Inondations au Pakistan
Des femmes se tiennent devant leurs maisons effondrées à Killi Almas, à la périphérie de Quetta [Saadullah Akhter/Al Jazeera]

Les experts disent que le crise climatique a rendu les pluies de mousson plus intenses, provoquant des inondations et des ravages généralisés.

Le Pakistan est classé huitième parmi les pays les plus vulnérables à la crise climatique malgré sa contribution à moins de 1 % des émissions mondiales de carbone, selon l’indice des risques liés au changement climatique 2021.

Afia Salam, une militante écologiste pakistanaise, a déclaré à Al Jazeera que même les régions sèches du pays sont frappées par des inondations dues à changement climatique.

“Le gouvernement et les organisations à but non lucratif ont la responsabilité de diffuser les politiques d’adaptation au changement climatique dans la société, mais malgré l’imprévisibilité des conditions météorologiques et les graves menaces de réchauffement climatique, nous n’avons vu aucune mesure sérieuse de la part du gouvernement”, a-t-elle déclaré.

Khan Muhammad, 31 ans, a perdu sa maison à Gandawa lors des inondations de la semaine dernière, forçant 20 membres de sa famille à se réfugier dans des tentes.

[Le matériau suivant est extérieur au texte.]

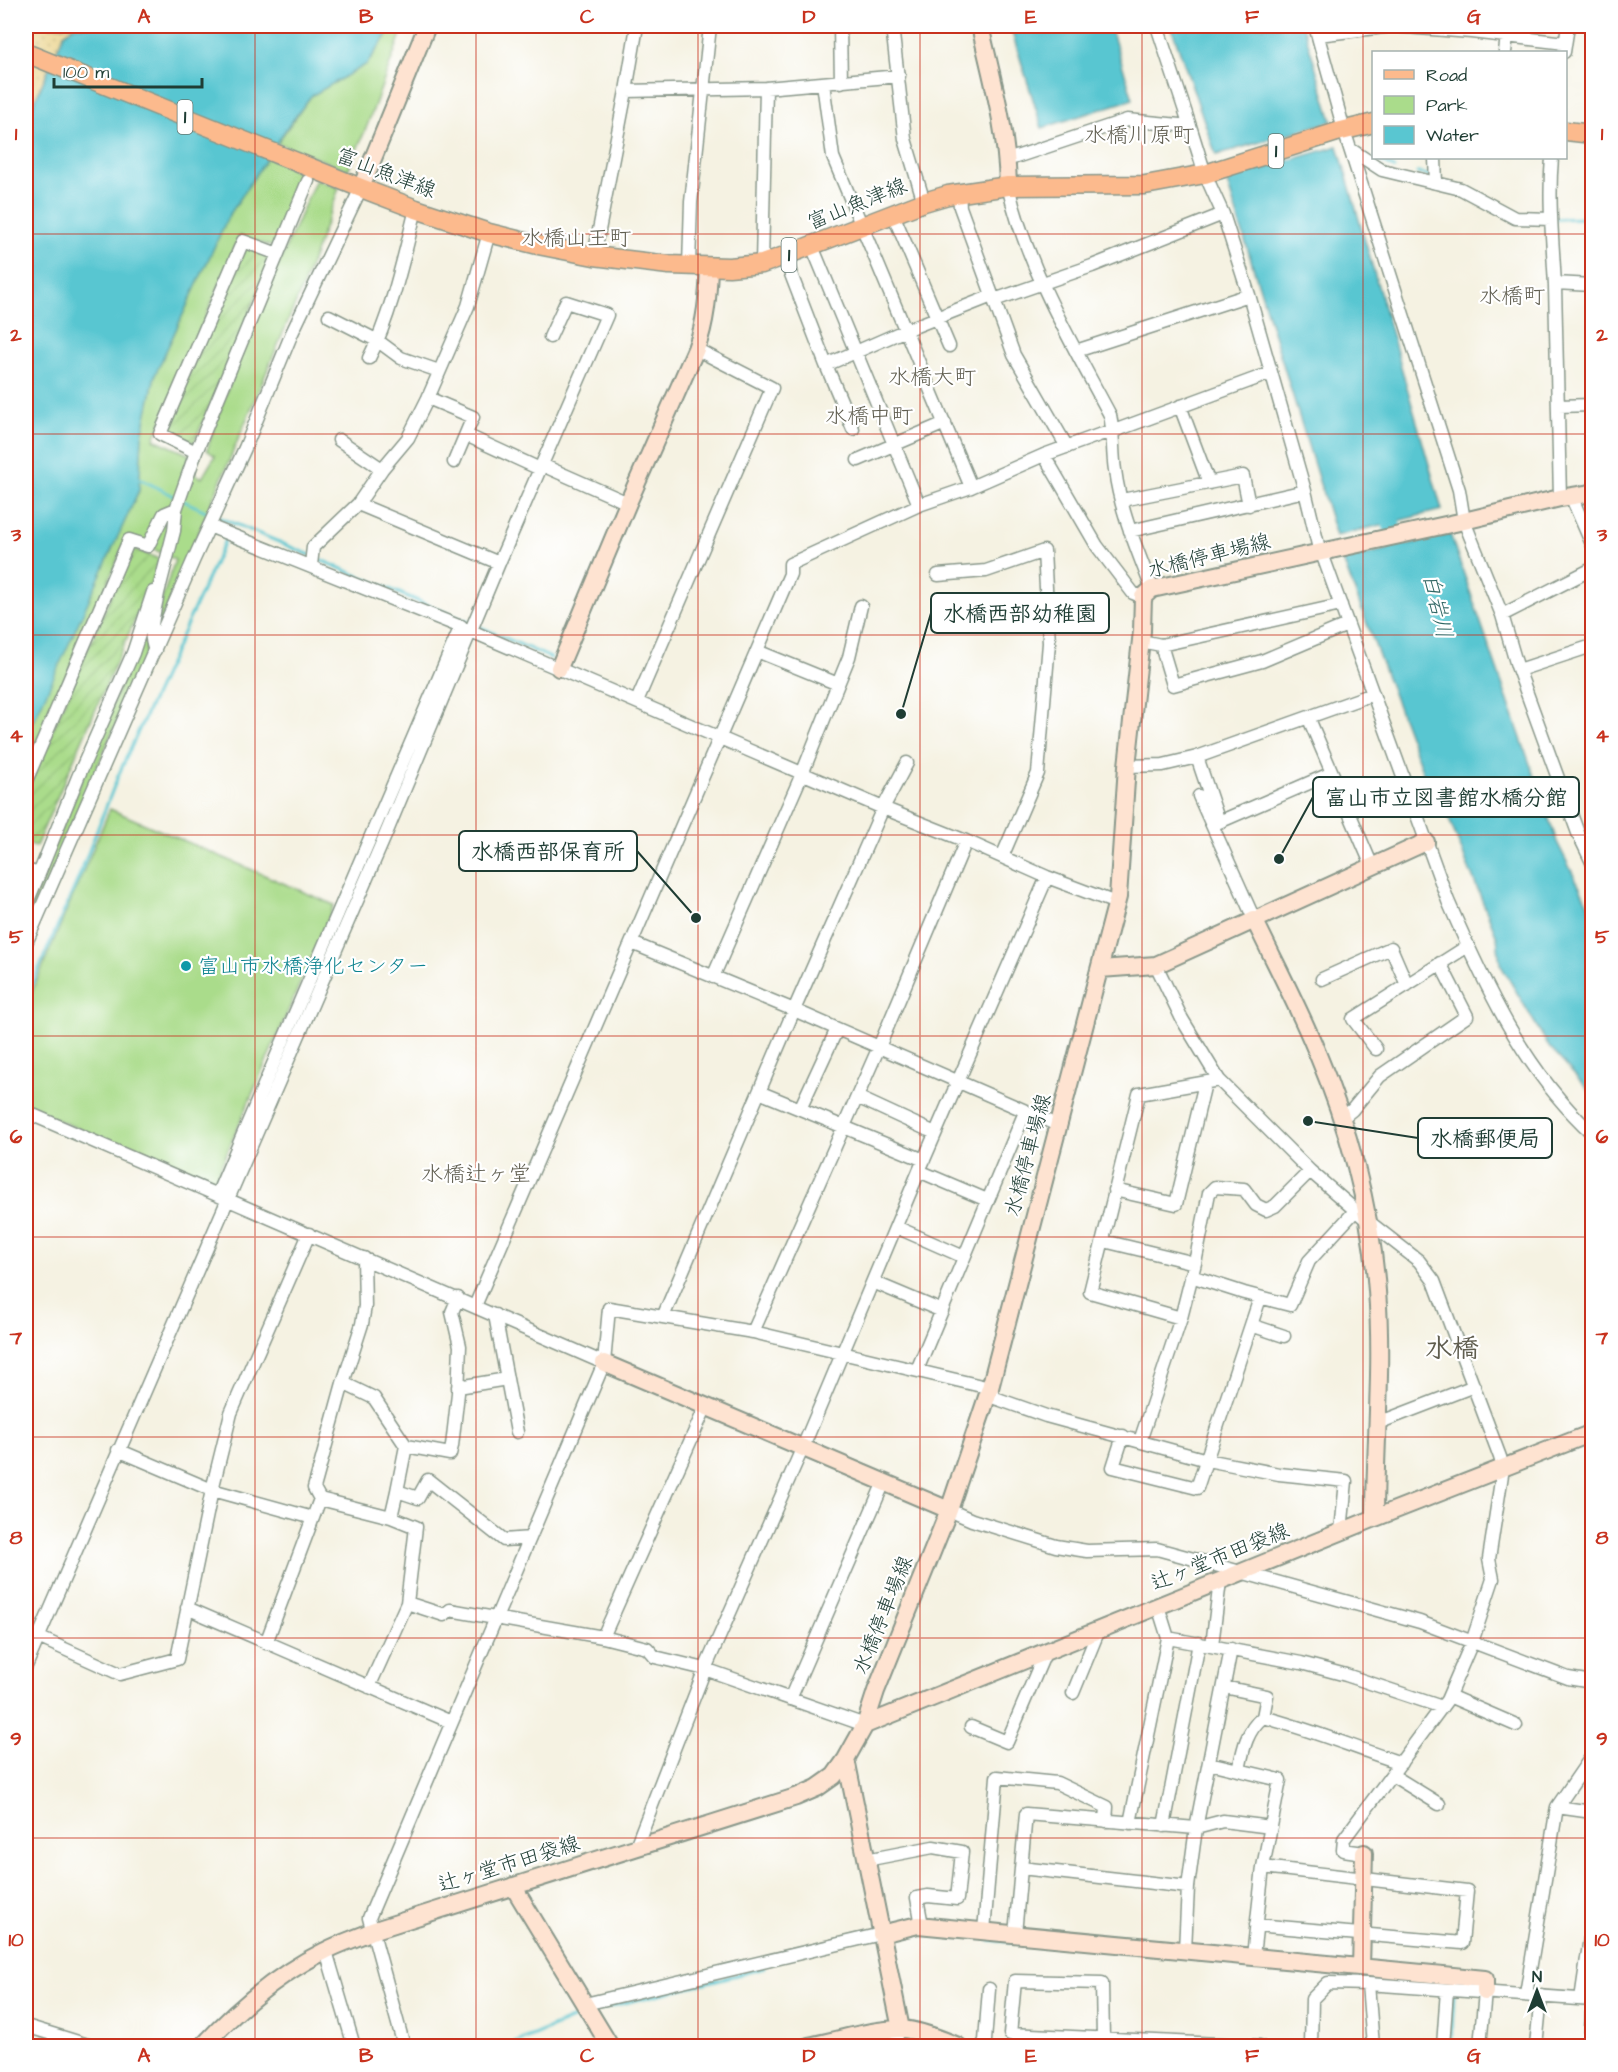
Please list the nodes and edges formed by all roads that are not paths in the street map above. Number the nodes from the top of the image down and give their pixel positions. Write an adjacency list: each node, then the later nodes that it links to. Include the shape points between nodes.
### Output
1 (427, 26): 32 (main road)
2 (637, 26): 19 (street)
3 (710, 26): 18 (street)
4 (840, 26): 15 (street)
5 (892, 26): 14 (street)
6 (980, 26): 28 (main road)
7 (1157, 26): 21 (street)
8 (1568, 26): 11 (street)
9 (1317, 30): 10 (street, via 1392,26); 22 (street)
10 (1503, 32): 11 (street); 12 (street)
11 (1565, 48)
12 (1505, 51)
13 (26, 52): 32 (main road, 富山魚津線 / 1)
14 (899, 76): 15 (street); 35 (street, via 905,139)
15 (841, 82): 16 (street)
16 (823, 83): 17 (street); 40 (street, via 833,157)
17 (766, 88): 18 (street); 46 (street)
18 (702, 90): 19 (street); 47 (street)
19 (626, 91): 44 (street)
20 (1372, 123): 22 (main road, 富山魚津線 / 1)
21 (1190, 126): 28 (street, via 1127,120); 29 (street)
22 (1341, 131): 25 (street); 29 (main road, 富山魚津線 / 1)
23 (1567, 131): 24 (main road)
24 (1593, 134)
25 (1350, 149): 31 (street, via 1382,170); 95 (street, via 1459,490)
26 (1435, 159): 31 (street)
27 (1552, 159): 39 (street)
28 (1007, 160): 33 (main road)
29 (1210, 172): 33 (main road, 富山魚津線 / 1, via 1145,185); 38 (street)
30 (308, 181): 43 (street)
31 (1436, 183): 39 (street, via 1461,189 1515,218)
32 (353, 185): 36 (main road, 富山魚津線 / 1); 96 (street)
33 (1008, 186): 34 (main road, 富山魚津線 / 1); 49 (street)
34 (959, 193): 35 (main road, 富山魚津線 / 1); 53 (street, via 960,207)
35 (924, 202): 37 (main road, 富山魚津線 / 1)
36 (416, 209): 41 (main road, 富山魚津線 / 1); 58 (street)
37 (893, 214): 40 (main road, 富山魚津線 / 1); 55 (street)
38 (1223, 214): 49 (street); 52 (street)
39 (1551, 219): 50 (street)
40 (862, 227): 42 (main road, 富山魚津線 / 1); 56 (street)
41 (489, 233): 44 (main road, 富山魚津線 / 1); 65 (street, via 468,306)
42 (812, 246): 45 (main road, 富山魚津線 / 1); 62 (street)
43 (278, 254): 78 (street); 78 (street, via 243,241 160,434)
44 (594, 255): 47 (main road, 富山魚津線 / 1)
45 (784, 256): 46 (main road, 富山魚津線 / 1); 64 (street)
46 (762, 264): 48 (main road, 富山魚津線 / 1)
47 (689, 266): 48 (main road, 富山魚津線 / 1)
48 (709, 267): 60 (main road, via 703,330)
49 (1041, 283): 53 (street, via 1000,298); 61 (street)
50 (1555, 283): 51 (street); 70 (street)
51 (1593, 285)
52 (1249, 295): 61 (street); 66 (street)
53 (992, 296): 55 (street); 77 (street, via 1014,355)
54 (328, 316): 58 (street)
55 (937, 318): 56 (street); 59 (street)
56 (906, 330): 62 (street); 71 (street)
57 (550, 337): 82 (street, via 566,302 607,315)
58 (378, 341): 63 (street); 65 (street, via 401,358)
59 (949, 346)
60 (696, 349): 90 (main road); 120 (street, via 772,388)
61 (1076, 351): 73 (street, via 1110,415)
62 (857, 352): 64 (street); 76 (street)
63 (369, 358)
64 (826, 365): 72 (street)
65 (439, 371): 67 (street)
66 (1271, 373): 69 (street); 86 (street)
67 (428, 398): 74 (street, via 473,417); 83 (street, via 408,438)
68 (1593, 405): 70 (street)
69 (1180, 406): 73 (street); 84 (street)
70 (1558, 406): 88 (street)
71 (945, 423): 76 (street); 85 (street)
72 (853, 429)
73 (1114, 431): 77 (street); 89 (street, via 1115,472)
74 (466, 435): 81 (street); 82 (street)
75 (339, 440): 83 (street)
76 (894, 445): 80 (street); 92 (street)
77 (1067, 447): 79 (street)
78 (196, 452): 94 (street)
79 (1044, 455): 85 (street); 105 (street, via 1097,546 1133,593)
80 (858, 460)
81 (454, 462)
82 (541, 467): 90 (street); 100 (street)
83 (382, 469): 91 (street)
84 (1209, 483): 89 (street); 93 (street, via 1243,476)
85 (971, 487): 92 (street)
86 (1305, 492): 93 (street); 99 (street)
87 (1593, 494): 88 (main road, 水橋停車場線)
88 (1566, 497): 95 (main road, 水橋停車場線); 98 (street)
89 (1122, 500): 97 (street)
90 (628, 503): 116 (main road)
91 (358, 504): 100 (street); 101 (street, via 313,547)
92 (920, 505): 115 (street, via 790,564 790,574)
93 (1249, 505): 97 (street)
94 (176, 509): 104 (street); 128 (street, via 164,514 148,546 129,540)
95 (1460, 522): 99 (main road, 水橋停車場線); 108 (street)
96 (209, 526): 101 (street); 114 (street)
97 (1130, 531): 105 (street)
98 (1593, 544)
99 (1326, 551): 105 (main road, 水橋停車場線); 106 (street, via 1324,559)
100 (499, 563): 110 (street)
101 (311, 565): 110 (street)
102 (1593, 569): 108 (street)
103 (938, 575): 134 (street, via 987,570 1044,550 1048,644 1038,773)
104 (158, 593): 114 (street, via 151,631); 138 (street, via 153,592 133,653)
105 (1148, 593): 111 (main road, 水橋停車場線)
106 (1341, 605): 109 (street); 112 (street)
107 (861, 606): 118 (street)
108 (1502, 615): 117 (street)
109 (1347, 625): 112 (street, via 1262,661 1173,685); 119 (street)
110 (466, 628): 116 (street); 172 (street, via 385,837)
111 (1141, 641): 112 (street); 125 (main road, 水橋停車場線)
112 (1161, 645)
113 (1593, 646): 117 (street)
114 (155, 650): 143 (street)
115 (757, 651): 118 (street); 122 (street)
116 (559, 668): 120 (street)
117 (1519, 670): 135 (street, via 1578,833)
118 (838, 684): 127 (street)
119 (1373, 694): 121 (street); 133 (street)
120 (637, 701): 122 (street)
121 (1309, 719): 123 (street); 126 (street)
122 (720, 737): 127 (street); 144 (street)
123 (1197, 757): 125 (street, via 1163,765); 131 (street)
124 (907, 763): 130 (street)
125 (1127, 766): 140 (main road, 水橋停車場線)
126 (1332, 772): 131 (street); 136 (street)
127 (802, 774): 130 (street); 149 (street)
128 (26, 781)
129 (1199, 796): 131 (street)
130 (883, 808): 132 (street); 152 (street)
131 (1215, 824): 142 (street)
132 (966, 841): 134 (street); 154 (street)
133 (1426, 842): 136 (main road); 145 (street)
134 (1002, 857): 139 (street)
135 (1593, 862)
136 (1372, 866): 142 (main road)
137 (26, 870): 138 (street)
138 (39, 874): 141 (street)
139 (1047, 877): 140 (street); 157 (street)
140 (1116, 903): 148 (main road, 水橋停車場線)
141 (26, 905)
142 (1254, 919): 147 (main road); 164 (main road, via 1316,1049)
143 (26, 943)
144 (632, 943): 149 (street); 185 (street)
145 (1468, 946): 146 (street); 168 (street, via 1528,1056)
146 (1440, 963): 151 (street); 164 (street, via 1467,1016 1380,1076)
147 (1156, 965): 148 (main road); 156 (street, via 1182,1019)
148 (1100, 969): 166 (main road, 水橋停車場線)
149 (713, 977): 152 (street)
150 (1322, 979): 151 (street, via 1391,948)
151 (1407, 985): 155 (street, via 1353,1020)
152 (794, 1010): 153 (street); 159 (street)
153 (837, 1029): 154 (street); 161 (street)
154 (879, 1047): 157 (street); 160 (street)
155 (1376, 1049)
156 (1219, 1080): 158 (street); 170 (street)
157 (957, 1081): 163 (street); 167 (street)
158 (1205, 1083): 171 (street, via 1139,1094); 171 (street, via 1176,1204)
159 (759, 1092): 161 (street); 188 (street)
160 (857, 1097): 165 (street); 167 (street)
161 (800, 1109): 165 (street)
162 (26, 1112): 172 (street)
163 (1025, 1112): 166 (street); 173 (street)
164 (1342, 1118): 175 (main road)
165 (844, 1126): 169 (street); 191 (street)
166 (1060, 1126): 200 (main road, 水橋停車場線)
167 (935, 1133): 169 (street)
168 (1593, 1133)
169 (921, 1165): 173 (street); 176 (street)
170 (1310, 1171): 174 (street); 181 (street, via 1266,1210 1244,1189 1215,1187 1209,1193)
171 (1114, 1190): 178 (street)
172 (223, 1197): 177 (street); 209 (street)
173 (987, 1200): 179 (street)
174 (1355, 1211): 175 (street); 184 (street, via 1309,1261 1290,1305)
175 (1369, 1222): 198 (street, via 1419,1261 1434,1281); 202 (main road, via 1380,1331)
176 (896, 1227): 179 (street); 182 (street)
177 (309, 1234): 180 (street); 213 (street, via 231,1413)
178 (1104, 1241): 181 (street); 189 (street, via 1090,1292)
179 (964, 1257): 186 (street)
180 (364, 1258): 183 (street); 197 (street, via 363,1324)
181 (1193, 1270): 184 (street); 189 (street)
182 (873, 1282): 186 (street); 193 (street)
183 (458, 1298): 185 (street); 199 (street, via 452,1312 460,1346)
184 (1260, 1298): 190 (street)
185 (475, 1306): 187 (street)
186 (942, 1311): 195 (street)
187 (495, 1315): 194 (street); 196 (street)
188 (663, 1317): 191 (street); 194 (street, via 609,1308)
189 (1181, 1318): 206 (street)
190 (1251, 1325): 192 (street); 210 (street)
191 (753, 1332): 193 (street)
192 (1284, 1336)
193 (844, 1352): 195 (street); 208 (street)
194 (604, 1363): 201 (main road); 221 (street)
195 (917, 1370): 200 (street)
196 (507, 1379): 199 (street); 203 (street)
197 (343, 1383): 207 (street, via 374,1398); 215 (street, via 314,1488)
198 (1474, 1386): 202 (street); 211 (street)
199 (458, 1387): 207 (street, via 450,1454)
200 (990, 1388): 205 (street, via 994,1398); 216 (main road, 水橋停車場線)
201 (706, 1406): 208 (main road); 230 (street)
202 (1378, 1423): 219 (main road)
203 (517, 1432)
204 (1593, 1433): 211 (main road, 辻ヶ堂市田袋線)
205 (1123, 1436): 206 (street); 210 (street, via 1113,1467 1197,1488)
206 (1140, 1441): 210 (street)
207 (406, 1446): 214 (street)
208 (803, 1447): 212 (main road); 238 (street)
209 (118, 1450): 213 (street); 229 (street)
210 (1207, 1460): 220 (street, via 1278,1474 1346,1481)
211 (1503, 1468): 219 (main road, 辻ヶ堂市田袋線); 232 (street, via 1489,1559 1493,1579)
212 (885, 1482): 216 (main road); 244 (street)
213 (212, 1490): 218 (street); 226 (street)
214 (397, 1491): 217 (street); 221 (street, via 418,1498 428,1480 504,1540)
215 (320, 1499): 217 (street); 218 (street)
216 (949, 1510): 222 (street, via 1056,1546 1086,1551 1157,1549); 248 (main road, 水橋停車場線)
217 (391, 1517): 224 (street, via 416,1527)
218 (313, 1518): 233 (street)
219 (1375, 1518): 220 (main road, 辻ヶ堂市田袋線)
220 (1341, 1531): 222 (main road, 辻ヶ堂市田袋線)
221 (530, 1538): 227 (street)
222 (1240, 1573): 223 (main road, 辻ヶ堂市田袋線); 232 (street, via 1420,1622)
223 (1220, 1581): 225 (main road, 辻ヶ堂市田袋線); 234 (street)
224 (407, 1603): 227 (street, via 444,1615 450,1610); 240 (street)
225 (1158, 1606): 228 (main road, 辻ヶ堂市田袋線); 231 (street)
226 (187, 1608): 229 (street, via 177,1659 120,1674); 233 (street)
227 (496, 1619): 230 (street); 247 (street)
228 (1098, 1632): 236 (main road, 辻ヶ堂市田袋線); 242 (street)
229 (38, 1637): 237 (street)
230 (603, 1637): 238 (street, via 647,1647 655,1657)
231 (1168, 1638): 234 (street); 261 (street)
232 (1472, 1642): 239 (street, via 1568,1678); 243 (street)
233 (266, 1643): 240 (street)
234 (1206, 1644): 235 (street); 262 (street)
235 (1231, 1649): 241 (street); 245 (street, via 1346,1675)
236 (1045, 1653): 248 (main road, 辻ヶ堂市田袋線); 250 (street, via 1007,1742)
237 (26, 1666)
238 (705, 1669): 244 (street); 265 (street)
239 (1593, 1682)
240 (369, 1687): 247 (street)
241 (1224, 1687): 246 (street, via 1267,1696); 253 (street)
242 (1073, 1693)
243 (1449, 1696): 245 (street); 249 (street)
244 (790, 1699): 248 (street)
245 (1442, 1707): 254 (street)
246 (1263, 1717): 254 (street); 255 (street, via 1244,1741)
247 (451, 1722): 276 (street, via 369,1918)
248 (865, 1725): 252 (main road, 水橋停車場線)
249 (1516, 1725)
250 (971, 1727)
251 (1593, 1756): 258 (street)
252 (846, 1759): 265 (main road, 辻ヶ堂市田袋線, via 834,1776 796,1797); 267 (main road)
253 (1209, 1763): 255 (street); 264 (street)
254 (1401, 1763): 256 (street)
255 (1239, 1770): 263 (street, via 1280,1780)
256 (1392, 1775): 257 (street); 266 (street, via 1344,1839 1343,1850)
257 (1438, 1804)
258 (1557, 1807): 259 (street); 289 (street)
259 (1593, 1812)
260 (1106, 1821): 261 (street); 269 (street, via 1026,1814); 277 (street, via 1107,1807 1057,1783 997,1777)
261 (1130, 1823): 262 (street)
262 (1164, 1826): 264 (street)
263 (1271, 1827): 264 (street, via 1223,1821); 268 (street)
264 (1196, 1828): 272 (street)
265 (635, 1849): 271 (main road, 辻ヶ堂市田袋線)
266 (1364, 1853): 270 (main road)
267 (866, 1860): 274 (street, via 933,1847 962,1851 957,1899 917,1898); 278 (main road)
268 (1263, 1867): 270 (street); 275 (street)
269 (1021, 1868): 272 (street); 279 (street)
270 (1364, 1879): 280 (main road); 280 (street, via 1467,1891 1462,1942)
271 (513, 1886): 276 (main road, 辻ヶ堂市田袋線); 292 (main road)
272 (1188, 1887): 281 (street)
273 (1593, 1924): 291 (street)
274 (922, 1925): 277 (main road); 278 (main road)
275 (1256, 1925): 280 (street); 283 (street)
276 (372, 1931): 282 (main road, 辻ヶ堂市田袋線); 301 (street)
277 (984, 1931): 279 (main road)
278 (881, 1934): 292 (street); 295 (main road)
279 (1015, 1934): 281 (main road)
280 (1362, 1934): 284 (main road)
281 (1185, 1950): 283 (main road)
282 (326, 1951): 299 (main road, 辻ヶ堂市田袋線, via 256,1995); 300 (street)
283 (1253, 1956): 284 (main road)
284 (1361, 1967): 288 (main road, via 1485,1979)
285 (1368, 1984): 287 (street); 308 (street, via 1328,1983 1312,1999); 309 (street)
286 (989, 1989): 306 (street)
287 (1447, 1990): 288 (street); 310 (street)
288 (1485, 1992): 289 (street); 311 (street)
289 (1526, 1995): 290 (street)
290 (1541, 1996): 291 (street); 312 (street)
291 (1587, 1999)
292 (585, 2004): 302 (main road)
293 (1593, 2013): 313 (street)
294 (26, 2026): 298 (street)
295 (901, 2029): 303 (main road); 304 (street); 305 (main road)
296 (1103, 2039): 297 (street); 297 (street, via 1102,1983 1015,1981 1010,2034); 307 (street)
297 (1034, 2041)
298 (91, 2046)
299 (203, 2046)
300 (354, 2046)
301 (404, 2046)
302 (610, 2046)
303 (808, 2046)
304 (895, 2046)
305 (958, 2046)
306 (982, 2046)
307 (1260, 2046)
308 (1311, 2046)
309 (1373, 2046)
310 (1443, 2046)
311 (1480, 2046)
312 (1536, 2046)
313 (1590, 2046)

Il a déclaré que les gens sont obligés de boire de l’eau contaminée, ce qui pourrait entraîner une épidémie de maladies épidémiques dans la région.

« Les inondations ont non seulement détruit ma maison, mais même les denrées alimentaires – le sucre et le blé que nous avons achetés pour la famille – ont coulé dans l’eau. Nous sommes sans nourriture ni eau potable depuis trois jours et mes enfants vivent sous le ciel », a-t-il déclaré à Al Jazeera.

“Le Premier ministre a visité certains villages de Jhal Magsi mais il n’est pas venu à Gandawa où des milliers de personnes sont sans abri et cherchent de l’aide.”